En sondant ces écrits, nous avons en effet relevé ce qui pourrait
constituer le dit piège : « Le pardon inconditionnel n'existe pas. »
(Puissance de la grâce, 6 mars). Nous pouvons déduire sans
crainte de nous tromper que l'ignorance volontaire de l'expression
« amour inconditionnel », vient du risque qu'elle comporte de
véhiculer l'idée non biblique d'un pardon inconditionnel et d'une
grâce à bon marché. Peut-être avait-on aussi prévu l'utilisation
abusive qu'en feraient certains auteurs, chrétiens comme séculiers!
Transposé dans le domaine de l'éducation, le danger correspondant
au pardon inconditionnel prend le nom d'indulgence ou d'ignorance
volontaire. Le parent, l'éducateur, fermera les yeux sur les fautes
de l'enfant : c'est l'amour aveugle. Par conséquent, nous croyons
sage d'utiliser le terme « amour inconditionnel » avec réserve.

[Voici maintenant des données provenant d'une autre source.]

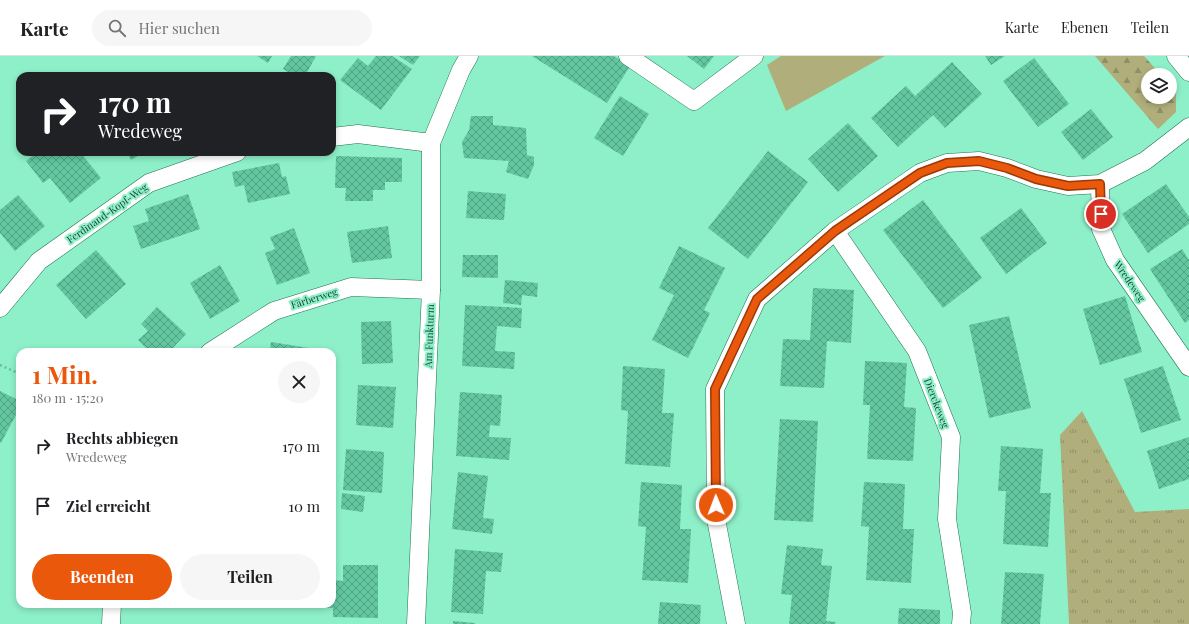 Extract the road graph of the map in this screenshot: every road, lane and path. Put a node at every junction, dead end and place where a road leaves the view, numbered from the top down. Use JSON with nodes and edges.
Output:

Nous lui préférerons le mot agapé, l'amour qui se donne, qui
renonce à lui-même, qui se sacrifie; car cet amour nous rappellera
constamment sa source divine. La méthode divine ne consiste pas
à fermer les yeux sur la transgression en accordant à l'homme un
pardon sans conditions, mais à remplir les conditions du pardon par
le don de Christ, qui est devenu notre Substitut et a bien voulu
porter les péchés de tous les hommes en mourant sur la croix.
L'homme ainsi libéré de la crainte de la mort ne peut ensuite
qu'apprécier ce Sauveur incomparable. Il le fera avec reconnaissance,
en honorant Sa loi d'amour, la transcription de Son caractère.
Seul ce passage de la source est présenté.